EXERCISE PROMPT:
Scan the records for the word "Nicomedes". Report each line where it occurs.

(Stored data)
◇ ◇ ◇ ◇
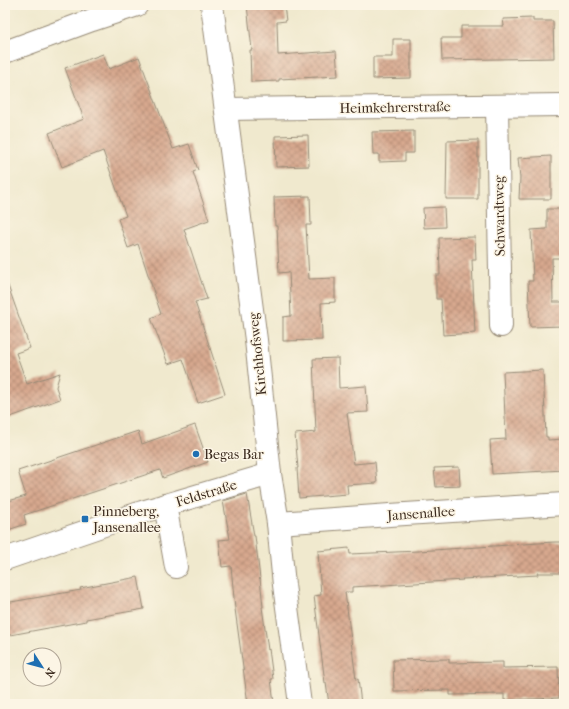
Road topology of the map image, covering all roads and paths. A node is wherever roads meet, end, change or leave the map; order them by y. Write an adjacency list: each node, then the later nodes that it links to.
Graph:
1 (137, 5): 3 (street)
2 (212, 5): 6 (street, Kirchhofsweg)
3 (5, 52)
4 (564, 105): 5 (street, Heimkehrerstraße)
5 (497, 106): 6 (street, Heimkehrerstraße); 7 (street, Schwardtweg)
6 (226, 109): 8 (street, Kirchhofsweg)
7 (501, 326)
8 (270, 474): 10 (street, Feldstraße); 11 (street, Kirchhofsweg)
9 (564, 504): 11 (street, Jansenallee)
10 (165, 505): 12 (street, Feldstraße); 13 (street)
11 (278, 523): 14 (street, Kirchhofsweg)
12 (5, 559)
13 (176, 567)
14 (300, 704)

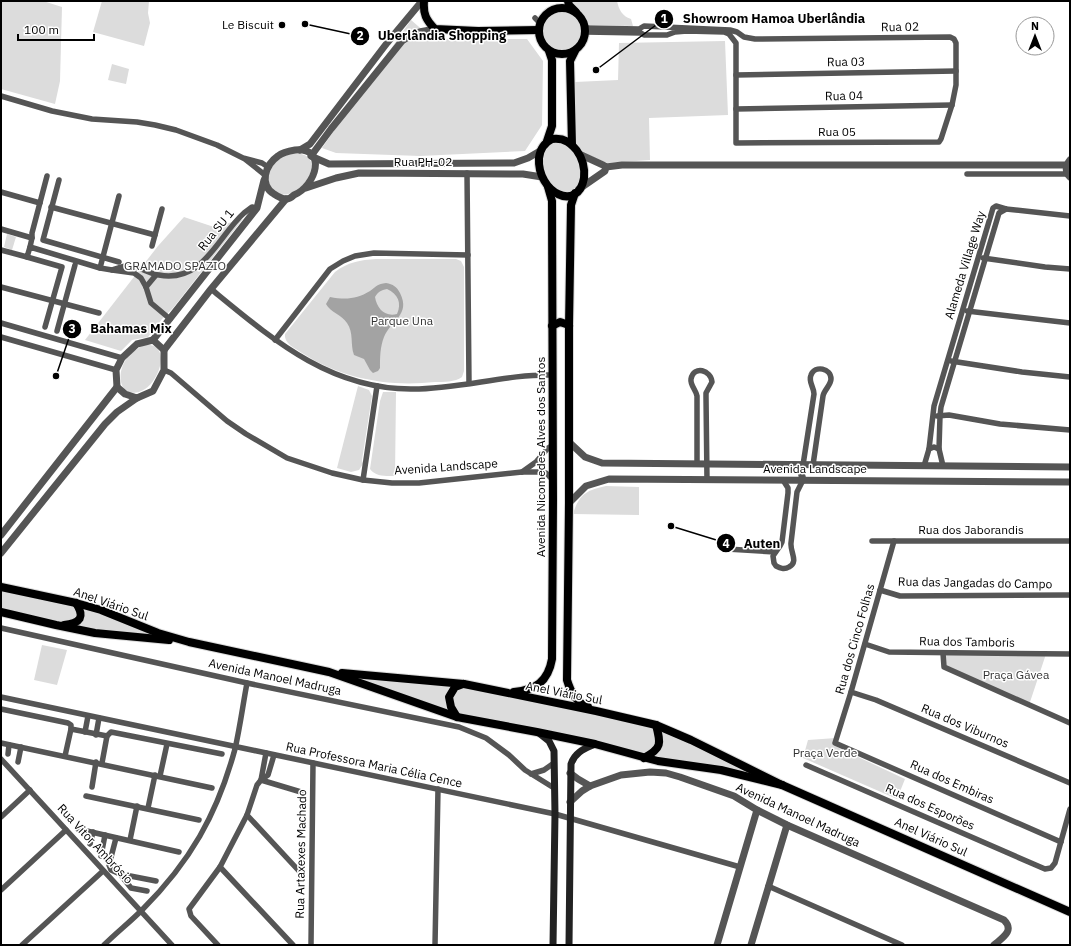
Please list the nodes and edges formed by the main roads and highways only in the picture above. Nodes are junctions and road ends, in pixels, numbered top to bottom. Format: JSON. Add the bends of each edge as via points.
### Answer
{"nodes":[{"id":1,"x":423,"y":1,"type":"edge"},
{"id":2,"x":554,"y":1,"type":"edge"},
{"id":3,"x":568,"y":1,"type":"edge"},
{"id":4,"x":576,"y":13,"type":"junction"},
{"id":5,"x":547,"y":14,"type":"junction"},
{"id":6,"x":538,"y":24,"type":"junction"},
{"id":7,"x":549,"y":51,"type":"junction"},
{"id":8,"x":575,"y":51,"type":"junction"},
{"id":9,"x":547,"y":141,"type":"junction"},
{"id":10,"x":572,"y":145,"type":"junction"},
{"id":11,"x":548,"y":187,"type":"junction"},
{"id":12,"x":577,"y":191,"type":"junction"},
{"id":13,"x":552,"y":326,"type":"junction"},
{"id":14,"x":568,"y":326,"type":"junction"},
{"id":15,"x":553,"y":500,"type":"junction"},
{"id":16,"x":569,"y":503,"type":"junction"},
{"id":17,"x":1,"y":587,"type":"edge"},
{"id":18,"x":76,"y":602,"type":"junction"},
{"id":19,"x":1,"y":612,"type":"edge"},
{"id":20,"x":56,"y":625,"type":"junction"},
{"id":21,"x":189,"y":642,"type":"junction"},
{"id":22,"x":329,"y":672,"type":"junction"},
{"id":23,"x":464,"y":684,"type":"junction"},
{"id":24,"x":502,"y":692,"type":"junction"},
{"id":25,"x":596,"y":711,"type":"junction"},
{"id":26,"x":457,"y":717,"type":"junction"},
{"id":27,"x":656,"y":726,"type":"junction"},
{"id":28,"x":538,"y":732,"type":"junction"},
{"id":29,"x":595,"y":744,"type":"junction"},
{"id":30,"x":644,"y":758,"type":"junction"},
{"id":31,"x":782,"y":785,"type":"junction"},
{"id":32,"x":1070,"y":912,"type":"edge"},
{"id":33,"x":553,"y":945,"type":"edge"},
{"id":34,"x":569,"y":945,"type":"edge"}],
"edges":[{"from":1,"to":6,"type":"main road","via":[[424,14],[435,29],[478,31]]},
{"from":2,"to":5,"type":"main road"},
{"from":3,"to":4,"type":"main road"},
{"from":4,"to":5,"type":"main road","via":[[564,8],[552,10]]},
{"from":4,"to":8,"type":"main road","via":[[584,22],[586,30],[582,44]]},
{"from":5,"to":6,"type":"main road"},
{"from":6,"to":7,"type":"main road","via":[[541,42]]},
{"from":7,"to":8,"type":"main road","via":[[561,55]]},
{"from":7,"to":9,"type":"main road","via":[[552,60],[552,126]]},
{"from":8,"to":10,"type":"main road","via":[[570,61]]},
{"from":9,"to":10,"type":"main road","via":[[563,139]]},
{"from":9,"to":11,"type":"main road","via":[[540,151],[539,167]]},
{"from":10,"to":12,"type":"main road","via":[[582,158],[584,169],[583,179]]},
{"from":11,"to":12,"type":"main road","via":[[565,196]]},
{"from":11,"to":13,"type":"main road","name":"Avenida Nicomedes Alves dos Santos","via":[[552,201]]},
{"from":12,"to":14,"type":"main road","via":[[571,205]]},
{"from":13,"to":14,"type":"main road","via":[[560,322]]},
{"from":13,"to":15,"type":"main road","name":"Avenida Nicomedes Alves dos Santos"},
{"from":14,"to":16,"type":"main road"},
{"from":15,"to":16,"type":"main road","via":[[562,505]]},
{"from":15,"to":24,"type":"main road","name":"Avenida Nicomedes Alves dos Santos","via":[[551,665],[545,678],[532,689]]},
{"from":16,"to":25,"type":"main road","via":[[567,680],[574,698]]},
{"from":17,"to":18,"type":"main road","name":"Anel Viário Sul"},
{"from":18,"to":20,"type":"main road","via":[[81,616],[79,621]]},
{"from":18,"to":21,"type":"main road","name":"Anel Viário Sul"},
{"from":19,"to":20,"type":"main road","name":"Anel Viário Sul"},
{"from":20,"to":21,"type":"main road","name":"Anel Viário Sul","via":[[95,633]]},
{"from":21,"to":22,"type":"main road","name":"Anel Viário Sul"},
{"from":22,"to":23,"type":"main road","name":"Anel Viário Sul"},
{"from":22,"to":26,"type":"main road","name":"Anel Viário Sul"},
{"from":23,"to":24,"type":"main road","name":"Anel Viário Sul"},
{"from":23,"to":26,"type":"main road","via":[[455,687],[449,697]]},
{"from":24,"to":25,"type":"main road","name":"Anel Viário Sul"},
{"from":25,"to":27,"type":"main road","name":"Anel Viário Sul"},
{"from":26,"to":28,"type":"main road","name":"Anel Viário Sul"},
{"from":27,"to":30,"type":"main road","via":[[659,746],[654,753]]},
{"from":27,"to":31,"type":"main road","name":"Anel Viário Sul","via":[[691,740]]},
{"from":28,"to":29,"type":"main road","name":"Anel Viário Sul"},
{"from":28,"to":33,"type":"main road","via":[[552,745],[554,763]]},
{"from":29,"to":30,"type":"main road","name":"Anel Viário Sul"},
{"from":29,"to":34,"type":"main road","via":[[577,753],[573,758],[570,773]]},
{"from":30,"to":31,"type":"main road","name":"Anel Viário Sul","via":[[721,770]]},
{"from":31,"to":32,"type":"main road","name":"Anel Viário Sul"}]}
◇ ◇ ◇ ◇
RESULT OF THE TASK:
{"from":11,"to":13,"type":"main road","name":"Avenida Nicomedes Alves dos Santos","via":[[552,201]]},
{"from":13,"to":15,"type":"main road","name":"Avenida Nicomedes Alves dos Santos"},
{"from":15,"to":24,"type":"main road","name":"Avenida Nicomedes Alves dos Santos","via":[[551,665],[545,678],[532,689]]},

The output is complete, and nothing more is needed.